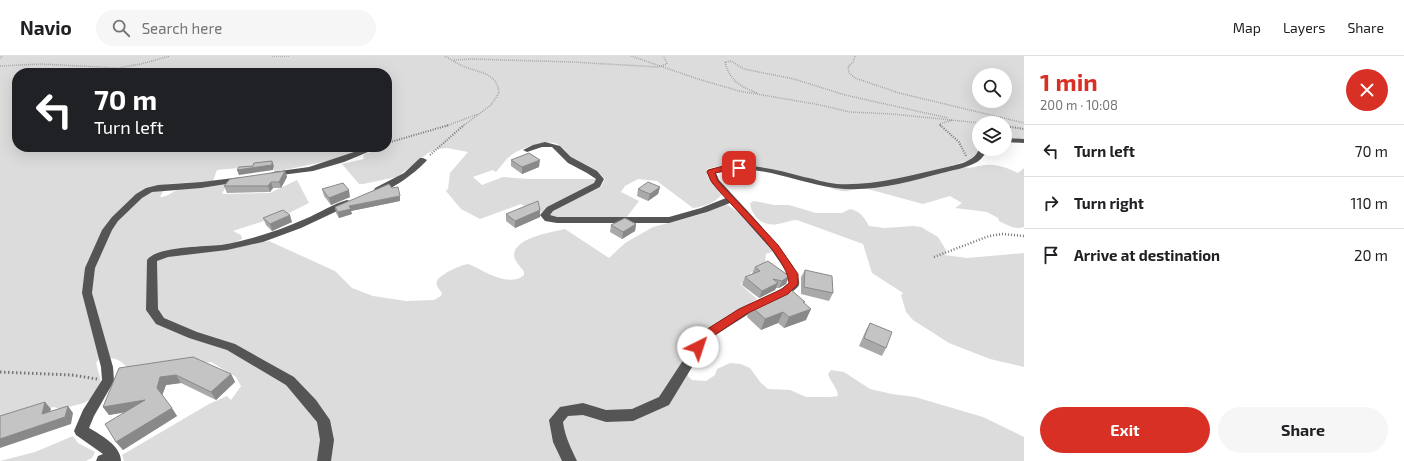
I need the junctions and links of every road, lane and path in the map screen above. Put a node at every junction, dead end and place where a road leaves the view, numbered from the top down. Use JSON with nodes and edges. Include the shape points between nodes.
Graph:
{"nodes":[{"id":1,"x":3,"y":56,"type":"edge"},
{"id":2,"x":170,"y":56,"type":"edge"},
{"id":3,"x":272,"y":56,"type":"edge"},
{"id":4,"x":290,"y":56,"type":"edge"},
{"id":5,"x":445,"y":56,"type":"edge"},
{"id":6,"x":631,"y":56,"type":"edge"},
{"id":7,"x":664,"y":56,"type":"edge"},
{"id":8,"x":855,"y":56,"type":"edge"},
{"id":9,"x":0,"y":58,"type":"edge"},
{"id":10,"x":454,"y":60,"type":"junction"},
{"id":11,"x":0,"y":66,"type":"edge"},
{"id":12,"x":661,"y":66,"type":"junction"},
{"id":13,"x":762,"y":95,"type":"junction"},
{"id":14,"x":480,"y":113,"type":"junction"},
{"id":15,"x":954,"y":120,"type":"junction"},
{"id":16,"x":972,"y":122,"type":"edge"},
{"id":17,"x":1024,"y":123,"type":"edge"},
{"id":18,"x":1012,"y":127,"type":"edge"},
{"id":19,"x":1024,"y":129,"type":"edge"},
{"id":20,"x":1012,"y":140,"type":"edge"},
{"id":21,"x":1024,"y":141,"type":"edge"},
{"id":22,"x":392,"y":142,"type":"edge"},
{"id":23,"x":527,"y":150,"type":"dead end"},
{"id":24,"x":363,"y":152,"type":"edge"},
{"id":25,"x":979,"y":156,"type":"edge"},
{"id":26,"x":423,"y":160,"type":"joint"},
{"id":27,"x":964,"y":165,"type":"junction"},
{"id":28,"x":370,"y":193,"type":"edge"},
{"id":29,"x":357,"y":198,"type":"edge"},
{"id":30,"x":730,"y":200,"type":"junction"},
{"id":31,"x":1024,"y":236,"type":"edge"},
{"id":32,"x":934,"y":257,"type":"dead end"},
{"id":33,"x":0,"y":372,"type":"edge"},
{"id":34,"x":108,"y":381,"type":"junction"},
{"id":35,"x":110,"y":460,"type":"edge"},
{"id":36,"x":324,"y":461,"type":"edge"},
{"id":37,"x":570,"y":461,"type":"edge"}],
"edges":[{"from":1,"to":9,"type":"path"},
{"from":2,"to":11,"type":"path","via":[[118,68],[41,64]]},
{"from":3,"to":4,"type":"path"},
{"from":5,"to":10,"type":"path"},
{"from":6,"to":12,"type":"path"},
{"from":7,"to":12,"type":"path","via":[[668,61]]},
{"from":8,"to":17,"type":"path","via":[[848,67],[849,73],[855,78],[906,94]]},
{"from":10,"to":12,"type":"path"},
{"from":10,"to":14,"type":"path","via":[[488,74],[498,84],[499,93],[491,105]]},
{"from":12,"to":13,"type":"path","via":[[739,91]]},
{"from":13,"to":15,"type":"path","via":[[850,112]]},
{"from":13,"to":15,"type":"path","via":[[746,89],[731,79],[725,62],[731,61],[744,69],[783,76],[845,95]]},
{"from":14,"to":22,"type":"path"},
{"from":14,"to":26,"type":"path"},
{"from":15,"to":16,"type":"path"},
{"from":15,"to":27,"type":"path","via":[[939,124],[952,134],[965,150]]},
{"from":18,"to":19,"type":"path"},
{"from":20,"to":21,"type":"street"},
{"from":23,"to":30,"type":"street","via":[[543,144],[553,145],[570,161],[596,174],[600,179],[597,185],[550,208],[545,215],[548,219],[669,220]]},
{"from":24,"to":34,"type":"street","via":[[310,169],[201,185],[158,188],[139,196],[107,230],[90,268],[87,293],[107,367]]},
{"from":25,"to":27,"type":"street"},
{"from":26,"to":28,"type":"street","via":[[407,175]]},
{"from":27,"to":30,"type":"street","via":[[874,185],[856,186],[832,186],[763,170],[727,167],[711,172]]},
{"from":29,"to":36,"type":"street","via":[[264,239],[224,248],[168,252],[152,260],[152,310],[160,321],[231,347],[290,381],[323,420],[327,440]]},
{"from":30,"to":37,"type":"street","via":[[774,247],[793,274],[794,284],[785,292],[743,312],[705,336],[664,401],[633,415],[606,416],[583,410],[565,411],[556,420],[557,430],[562,448]]},
{"from":31,"to":32,"type":"path","via":[[989,236]]},
{"from":33,"to":34,"type":"path","via":[[72,375]]},
{"from":34,"to":35,"type":"street","via":[[81,431],[106,448]]}]}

→ **What is needed**
Each line above is to be copied exactly, and the pictures are to be dropped.

→ **Solution for this exercise**
I need the junctions and links of every road, lane and path in the map screen above. Put a node at every junction, dead end and place where a road leaves the view, numbered from the top down. Use JSON with nodes and edges. Include the shape points between nodes.
Graph:
{"nodes":[{"id":1,"x":3,"y":56,"type":"edge"},
{"id":2,"x":170,"y":56,"type":"edge"},
{"id":3,"x":272,"y":56,"type":"edge"},
{"id":4,"x":290,"y":56,"type":"edge"},
{"id":5,"x":445,"y":56,"type":"edge"},
{"id":6,"x":631,"y":56,"type":"edge"},
{"id":7,"x":664,"y":56,"type":"edge"},
{"id":8,"x":855,"y":56,"type":"edge"},
{"id":9,"x":0,"y":58,"type":"edge"},
{"id":10,"x":454,"y":60,"type":"junction"},
{"id":11,"x":0,"y":66,"type":"edge"},
{"id":12,"x":661,"y":66,"type":"junction"},
{"id":13,"x":762,"y":95,"type":"junction"},
{"id":14,"x":480,"y":113,"type":"junction"},
{"id":15,"x":954,"y":120,"type":"junction"},
{"id":16,"x":972,"y":122,"type":"edge"},
{"id":17,"x":1024,"y":123,"type":"edge"},
{"id":18,"x":1012,"y":127,"type":"edge"},
{"id":19,"x":1024,"y":129,"type":"edge"},
{"id":20,"x":1012,"y":140,"type":"edge"},
{"id":21,"x":1024,"y":141,"type":"edge"},
{"id":22,"x":392,"y":142,"type":"edge"},
{"id":23,"x":527,"y":150,"type":"dead end"},
{"id":24,"x":363,"y":152,"type":"edge"},
{"id":25,"x":979,"y":156,"type":"edge"},
{"id":26,"x":423,"y":160,"type":"joint"},
{"id":27,"x":964,"y":165,"type":"junction"},
{"id":28,"x":370,"y":193,"type":"edge"},
{"id":29,"x":357,"y":198,"type":"edge"},
{"id":30,"x":730,"y":200,"type":"junction"},
{"id":31,"x":1024,"y":236,"type":"edge"},
{"id":32,"x":934,"y":257,"type":"dead end"},
{"id":33,"x":0,"y":372,"type":"edge"},
{"id":34,"x":108,"y":381,"type":"junction"},
{"id":35,"x":110,"y":460,"type":"edge"},
{"id":36,"x":324,"y":461,"type":"edge"},
{"id":37,"x":570,"y":461,"type":"edge"}],
"edges":[{"from":1,"to":9,"type":"path"},
{"from":2,"to":11,"type":"path","via":[[118,68],[41,64]]},
{"from":3,"to":4,"type":"path"},
{"from":5,"to":10,"type":"path"},
{"from":6,"to":12,"type":"path"},
{"from":7,"to":12,"type":"path","via":[[668,61]]},
{"from":8,"to":17,"type":"path","via":[[848,67],[849,73],[855,78],[906,94]]},
{"from":10,"to":12,"type":"path"},
{"from":10,"to":14,"type":"path","via":[[488,74],[498,84],[499,93],[491,105]]},
{"from":12,"to":13,"type":"path","via":[[739,91]]},
{"from":13,"to":15,"type":"path","via":[[850,112]]},
{"from":13,"to":15,"type":"path","via":[[746,89],[731,79],[725,62],[731,61],[744,69],[783,76],[845,95]]},
{"from":14,"to":22,"type":"path"},
{"from":14,"to":26,"type":"path"},
{"from":15,"to":16,"type":"path"},
{"from":15,"to":27,"type":"path","via":[[939,124],[952,134],[965,150]]},
{"from":18,"to":19,"type":"path"},
{"from":20,"to":21,"type":"street"},
{"from":23,"to":30,"type":"street","via":[[543,144],[553,145],[570,161],[596,174],[600,179],[597,185],[550,208],[545,215],[548,219],[669,220]]},
{"from":24,"to":34,"type":"street","via":[[310,169],[201,185],[158,188],[139,196],[107,230],[90,268],[87,293],[107,367]]},
{"from":25,"to":27,"type":"street"},
{"from":26,"to":28,"type":"street","via":[[407,175]]},
{"from":27,"to":30,"type":"street","via":[[874,185],[856,186],[832,186],[763,170],[727,167],[711,172]]},
{"from":29,"to":36,"type":"street","via":[[264,239],[224,248],[168,252],[152,260],[152,310],[160,321],[231,347],[290,381],[323,420],[327,440]]},
{"from":30,"to":37,"type":"street","via":[[774,247],[793,274],[794,284],[785,292],[743,312],[705,336],[664,401],[633,415],[606,416],[583,410],[565,411],[556,420],[557,430],[562,448]]},
{"from":31,"to":32,"type":"path","via":[[989,236]]},
{"from":33,"to":34,"type":"path","via":[[72,375]]},
{"from":34,"to":35,"type":"street","via":[[81,431],[106,448]]}]}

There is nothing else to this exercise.